Le procès de 84 militaires s’est ouvert mercredi 29 avril devant le tribunal militaire de garnison de Kisangani. Les prévenus, issus d’une unité déployée dans le territoire de Walikale, sont poursuivis pour « révolte », « refus de combattre » et « dissipation de munitions de guerre ».
Selon le ministère public, les faits remontent au mois de février dans la cité de Pinga, où ces soldats auraient refusé d’exécuter des ordres de combat, invoquant notamment le non-paiement de leurs primes. Cette situation aurait dégénéré en tirs nourris dans l’agglomération, dans un contexte déjà tendu sur le plan sécuritaire.

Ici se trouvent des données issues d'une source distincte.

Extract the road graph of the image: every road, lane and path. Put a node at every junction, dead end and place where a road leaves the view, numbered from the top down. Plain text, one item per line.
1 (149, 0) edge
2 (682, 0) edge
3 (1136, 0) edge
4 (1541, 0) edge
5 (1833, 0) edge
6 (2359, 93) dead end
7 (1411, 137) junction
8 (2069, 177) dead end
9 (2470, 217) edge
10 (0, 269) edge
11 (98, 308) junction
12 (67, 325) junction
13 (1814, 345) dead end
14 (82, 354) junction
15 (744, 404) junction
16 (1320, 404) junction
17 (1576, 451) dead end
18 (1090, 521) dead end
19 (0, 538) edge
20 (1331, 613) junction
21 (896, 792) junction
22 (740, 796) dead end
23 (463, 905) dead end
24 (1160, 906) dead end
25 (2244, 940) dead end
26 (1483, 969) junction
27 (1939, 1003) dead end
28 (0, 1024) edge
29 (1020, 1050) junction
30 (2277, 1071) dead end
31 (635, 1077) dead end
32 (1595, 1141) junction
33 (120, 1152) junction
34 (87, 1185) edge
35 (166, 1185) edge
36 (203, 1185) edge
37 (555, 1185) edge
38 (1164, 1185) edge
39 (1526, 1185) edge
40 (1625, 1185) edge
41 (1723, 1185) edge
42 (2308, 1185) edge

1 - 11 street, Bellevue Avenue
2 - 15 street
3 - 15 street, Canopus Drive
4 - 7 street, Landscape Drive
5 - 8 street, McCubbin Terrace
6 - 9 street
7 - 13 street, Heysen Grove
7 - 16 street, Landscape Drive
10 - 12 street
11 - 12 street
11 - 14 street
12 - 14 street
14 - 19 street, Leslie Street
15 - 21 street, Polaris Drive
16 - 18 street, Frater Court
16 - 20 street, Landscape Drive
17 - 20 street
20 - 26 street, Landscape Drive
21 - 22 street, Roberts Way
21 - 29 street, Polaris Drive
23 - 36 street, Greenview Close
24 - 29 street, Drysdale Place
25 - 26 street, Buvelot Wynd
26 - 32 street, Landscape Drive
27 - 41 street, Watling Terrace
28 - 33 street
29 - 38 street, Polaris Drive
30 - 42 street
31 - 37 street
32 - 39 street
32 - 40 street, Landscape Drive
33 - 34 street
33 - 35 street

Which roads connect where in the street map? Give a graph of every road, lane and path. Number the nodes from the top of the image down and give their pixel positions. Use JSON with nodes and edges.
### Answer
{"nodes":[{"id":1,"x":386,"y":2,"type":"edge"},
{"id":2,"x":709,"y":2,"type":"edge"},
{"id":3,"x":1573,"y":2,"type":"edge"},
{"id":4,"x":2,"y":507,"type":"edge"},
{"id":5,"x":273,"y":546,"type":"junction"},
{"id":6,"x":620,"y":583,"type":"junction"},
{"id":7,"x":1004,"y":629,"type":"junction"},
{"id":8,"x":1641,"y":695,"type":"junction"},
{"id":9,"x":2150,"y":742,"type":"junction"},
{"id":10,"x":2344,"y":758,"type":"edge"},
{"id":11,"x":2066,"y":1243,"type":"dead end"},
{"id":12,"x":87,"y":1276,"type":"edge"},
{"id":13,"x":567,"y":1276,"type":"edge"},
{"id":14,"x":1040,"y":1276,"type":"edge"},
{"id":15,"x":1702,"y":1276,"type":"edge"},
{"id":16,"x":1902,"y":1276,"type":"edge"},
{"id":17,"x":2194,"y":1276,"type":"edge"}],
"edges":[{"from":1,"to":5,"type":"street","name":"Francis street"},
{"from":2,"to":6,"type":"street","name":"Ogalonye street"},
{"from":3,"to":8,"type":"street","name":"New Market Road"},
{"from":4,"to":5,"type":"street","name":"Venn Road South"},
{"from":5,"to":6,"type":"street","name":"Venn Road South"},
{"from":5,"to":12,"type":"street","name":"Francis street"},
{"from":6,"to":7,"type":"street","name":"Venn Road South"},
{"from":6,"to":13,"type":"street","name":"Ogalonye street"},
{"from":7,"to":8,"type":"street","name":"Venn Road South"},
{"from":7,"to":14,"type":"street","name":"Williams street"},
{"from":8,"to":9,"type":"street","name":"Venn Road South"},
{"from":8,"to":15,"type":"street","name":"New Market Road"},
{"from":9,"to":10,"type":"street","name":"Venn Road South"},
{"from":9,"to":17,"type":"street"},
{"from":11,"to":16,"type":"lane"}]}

Les autorités militaires qualifient ces actes de réclamation collective interdite dans les rangs de l’armée. Le dossier a été porté devant la justice par le commandant de la troisième zone de défense, qui souhaite un procès à la fois pédagogique et dissuasif à l’endroit des troupes déployées sur le terrain.
Lors de la première audience, le tribunal s’est limité à l’identification des prévenus, tous détenus depuis environ deux mois à la prison militaire de Kisangani. L’instruction proprement dite du dossier devrait débuter dans les prochains jours.
De son côté, la défense dénonce un manque de preuves et estime que ce procès pourrait être « déstabilisateur pour l’armée », selon l’un des avocats. Les militaires encourent des peines allant jusqu’à la réclusion à perpétuité, selon les dispositions du code militaire en vigueur en République démocratique du Congo.